Come gestire questo nuovo quadro in riferimento alla Abilitazione scientifica nazionale? Richiamiamo qui i principi di base, senza entrare nel merito della discussione sugli esiti delle commissioni, tema su cui ci pronunceremo in modo ufficiale al termine dell'intera procedura. L'ANVUR sta inoltre preparando un documento sui criteri con i quali, ai sensi della l.240, propone di valutare ex post il reclutamento svolto dagli atenei. Il criterio di fondo sarà: un buon reclutamento è quello che consente di migliorare le proprie performance di ricerca, aumenta la mobilità e favorisce la internazionalizzazione.

La Abilitazione configura un sistema a due livelli: a livello nazionale si assegna la abilitazione scientifica, a livello locale si decidono le chiamate.
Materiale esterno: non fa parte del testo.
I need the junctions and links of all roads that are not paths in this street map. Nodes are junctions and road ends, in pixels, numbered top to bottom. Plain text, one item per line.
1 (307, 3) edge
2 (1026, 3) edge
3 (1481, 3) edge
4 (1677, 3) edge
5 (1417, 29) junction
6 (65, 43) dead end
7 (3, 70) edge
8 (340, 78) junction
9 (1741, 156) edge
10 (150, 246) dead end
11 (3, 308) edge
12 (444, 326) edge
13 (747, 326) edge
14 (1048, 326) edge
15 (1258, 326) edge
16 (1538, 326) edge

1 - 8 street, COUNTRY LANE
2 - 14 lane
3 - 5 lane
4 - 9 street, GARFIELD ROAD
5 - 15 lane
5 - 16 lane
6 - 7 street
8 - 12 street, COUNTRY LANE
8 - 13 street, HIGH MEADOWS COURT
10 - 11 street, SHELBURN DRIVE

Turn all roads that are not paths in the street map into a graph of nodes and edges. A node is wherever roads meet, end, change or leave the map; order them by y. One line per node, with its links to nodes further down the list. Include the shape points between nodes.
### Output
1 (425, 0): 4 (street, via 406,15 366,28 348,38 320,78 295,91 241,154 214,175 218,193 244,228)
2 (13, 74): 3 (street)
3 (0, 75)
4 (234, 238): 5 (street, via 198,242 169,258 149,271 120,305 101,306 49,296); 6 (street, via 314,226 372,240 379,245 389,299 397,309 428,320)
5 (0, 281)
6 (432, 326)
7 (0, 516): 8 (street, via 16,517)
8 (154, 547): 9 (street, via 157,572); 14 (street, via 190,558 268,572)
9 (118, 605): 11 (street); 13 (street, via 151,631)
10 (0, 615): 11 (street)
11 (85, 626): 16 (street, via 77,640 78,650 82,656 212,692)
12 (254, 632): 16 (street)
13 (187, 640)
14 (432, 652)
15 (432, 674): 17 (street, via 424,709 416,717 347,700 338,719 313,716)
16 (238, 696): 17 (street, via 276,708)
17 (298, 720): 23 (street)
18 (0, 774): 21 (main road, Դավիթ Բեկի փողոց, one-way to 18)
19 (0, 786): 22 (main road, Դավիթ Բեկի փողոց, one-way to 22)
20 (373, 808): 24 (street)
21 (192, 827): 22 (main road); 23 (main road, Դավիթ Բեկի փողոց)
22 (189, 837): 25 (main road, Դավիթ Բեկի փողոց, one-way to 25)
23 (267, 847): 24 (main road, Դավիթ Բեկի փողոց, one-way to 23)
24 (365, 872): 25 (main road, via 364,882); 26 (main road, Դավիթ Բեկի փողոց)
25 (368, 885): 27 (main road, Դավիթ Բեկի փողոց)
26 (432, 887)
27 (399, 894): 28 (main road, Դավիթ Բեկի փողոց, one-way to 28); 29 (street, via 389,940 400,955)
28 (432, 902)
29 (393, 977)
È essenziale ribadire che la abilitazione ha carattere esclusivamente scientifico ed i suoi criteri non devono essere confusi con altri criteri, spesso impropriamente chiamati in causa, come la didattica o la terza missione. La abilitazione attesta la maturità scientifica dei candidati, punto. Spetta invece ai singoli atenei, o ai dipartimenti se ad essi è delegata dall'ateneo, comporre un quadro di criteri più ampio, che includa non solo la ricerca ma anche l'insegnamento e, laddove rilevante, varie forme di terza missione.

È anche importante richiamare il fatto che l'abilitazione, in quanto non vincolata ad alcun parametro dimensionale di sistema, genera un numero di abilitati superiore alle disponibilità e quindi induce di fatto una competizione tra gli abilitati ai fini delle chiamate. La abilitazione non attribuisce alcun diritto: essa è una condizione necessaria ma non sufficiente per le chiamate. Dalla combinazione tra valutazione della ricerca, allocazione della quota premiale e abilitazione emerge con chiarezza che gli atenei hanno interesse a competere per reclutare i ricercatori migliori.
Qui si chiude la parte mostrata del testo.